Schiffer noted that Quibi’s content library, which includes a courtroom reality show with Chrissy Teigen, called “Chrissy’s Court,” “The Andy Cohen Diaries,” an animated show based on Cohen’s journals and a horror anthology from Sam Raimi called “50 States of Fright,” will likely be sold at “fire sale prices,” “percentages on the dollar.”
News of Quibi’s demise began trickling in last month amid rumors of a strategic review of the company. Hampered by stiff competition from the likes of streaming giants Netflix, Disney+, short-form video apps YouTube and TikTok, Quibi was never able to meaningfully grow its subscriber base. With lower-than-expected viewership, blue chip advertisers like PepsiCo, Walmart and Anheuser Busch, began deferring their payments.
Quibi is also facing a high-stakes lawsuit from rival Eko, which is funded by billionaire backer Paul Singer.
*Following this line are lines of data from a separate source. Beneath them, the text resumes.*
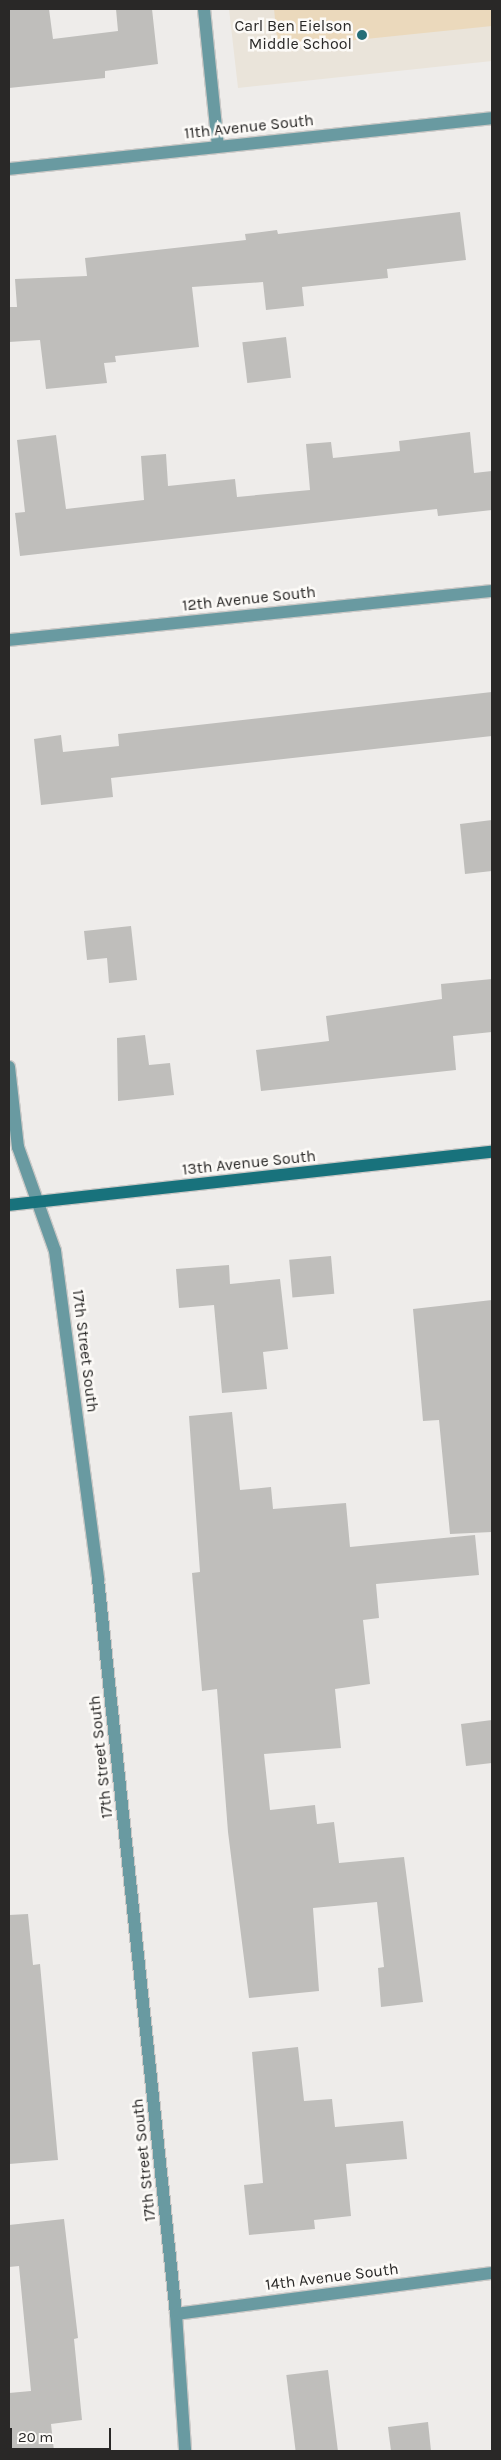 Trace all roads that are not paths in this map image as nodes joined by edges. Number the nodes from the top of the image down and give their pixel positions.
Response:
1 (204, 9) edge
2 (492, 118) edge
3 (218, 146) junction
4 (9, 169) edge
5 (492, 591) edge
6 (9, 640) edge
7 (9, 1067) edge
8 (492, 1152) edge
9 (37, 1202) junction
10 (9, 1205) edge
11 (492, 2273) edge
12 (176, 2314) junction
13 (185, 2451) edge

1 - 3 street
2 - 3 street, 11th Avenue South
3 - 4 street, 11th Avenue South
5 - 6 street, 12th Avenue South
7 - 9 street, 17th Street South
8 - 9 main road, 13th Avenue South
9 - 10 main road, 13th Avenue South
9 - 12 street, 17th Street South
11 - 12 street, 14th Avenue South
12 - 13 street, 17th Street South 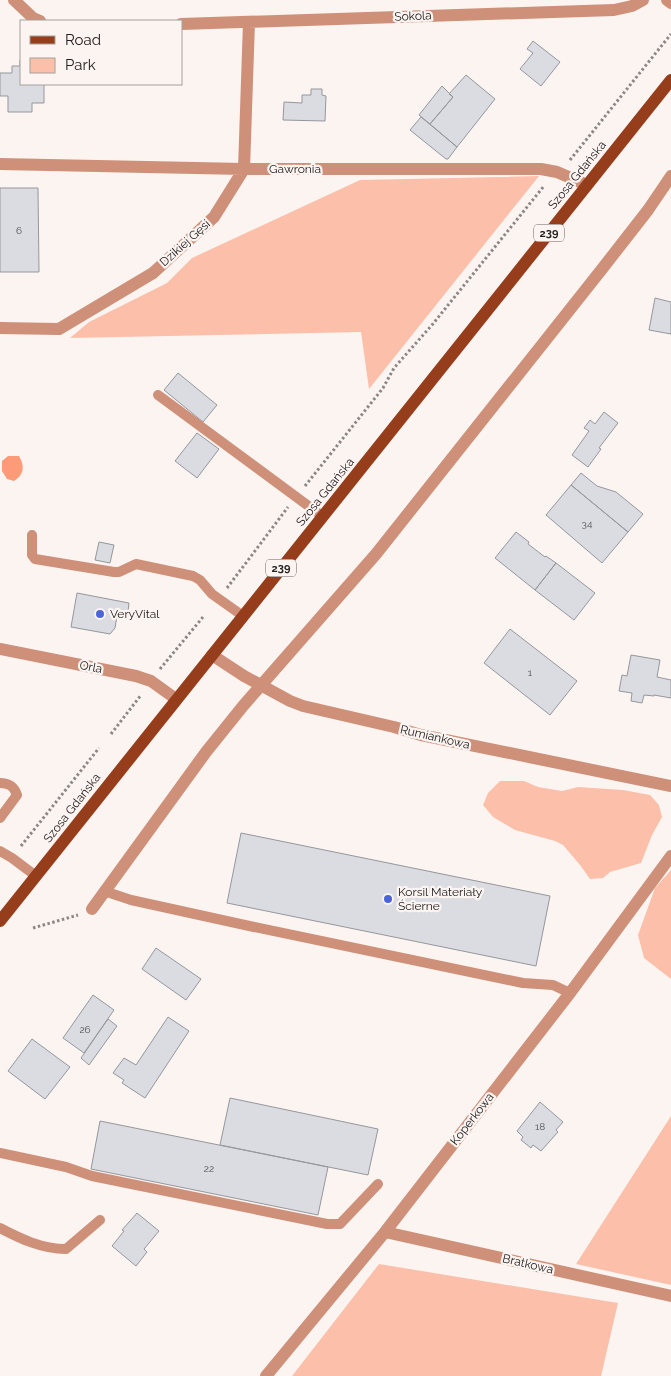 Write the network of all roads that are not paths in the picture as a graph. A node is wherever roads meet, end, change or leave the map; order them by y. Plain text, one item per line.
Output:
1 (14, 0) edge
2 (643, 0) edge
3 (668, 0) edge
4 (671, 3) edge
5 (37, 20) edge
6 (248, 22) junction
7 (182, 24) edge
8 (671, 80) edge
9 (0, 164) edge
10 (244, 169) junction
11 (671, 176) edge
12 (587, 185) junction
13 (0, 328) edge
14 (158, 395) dead end
15 (322, 516) junction
16 (32, 535) dead end
17 (243, 616) junction
18 (0, 649) edge
19 (212, 655) junction
20 (261, 686) junction
21 (176, 698) junction
22 (0, 783) edge
23 (671, 786) edge
24 (0, 818) edge
25 (0, 851) edge
26 (671, 856) edge
27 (36, 876) junction
28 (104, 891) junction
29 (92, 908) road end
30 (2, 915) edge
31 (570, 993) junction
32 (0, 1153) edge
33 (378, 1184) dead end
34 (100, 1220) dead end
35 (0, 1228) edge
36 (384, 1232) junction
37 (671, 1296) edge
38 (266, 1376) edge

1 - 5 street
2 - 6 street, Sokola
3 - 4 street
6 - 7 street, Sokola
6 - 10 street
8 - 12 main road, Szosa Gdańska / 239
9 - 10 street, Gawronia
10 - 12 street, Gawronia
10 - 13 street, Dzikiej Gęsi
11 - 20 street
12 - 15 main road, Szosa Gdańska / 239
14 - 15 lane
15 - 17 main road, Szosa Gdańska / 239
16 - 17 lane
17 - 19 main road, Szosa Gdańska / 239
18 - 21 street, Orla
19 - 20 street, Rumiankowa
19 - 21 main road, Szosa Gdańska / 239
20 - 23 street, Rumiankowa
20 - 28 street
21 - 27 main road, Szosa Gdańska / 239
22 - 24 lane
25 - 27 lane
26 - 31 street, Koperkowa
27 - 30 main road, Szosa Gdańska / 239
28 - 29 street
28 - 31 lane
31 - 36 street, Koperkowa
32 - 33 lane
34 - 35 lane
36 - 37 street, Bratkowa
36 - 38 street, Koperkowa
A month into business, Katzenberg blamed the coronavirus for Quibi’s poor start, complaining that the app is meant to be watched via smartphone in on the go situations.
Media critics did not buy that logic, as house-bound customers have more free time to watch shows than ever.
“Suddenly you drop your phone because you’re at home? It’s not logical,” said Schiffer.
Tal Chalozin, the co-founder and chief technology officer of online advertising and tech firm Innovid, said coronavirus lockdowns actually boosted the viewership of services like Netflix, Hulu, Snap and Disney+.
“Viewership is at an all-time high even if ad dollars are limited,” he said, noting that the real problem was that Katzenberg tried to launch a service with an unknown brand and limited content.
With all the well-known rivals already out there, he said that it is “close to impossible” to succeed.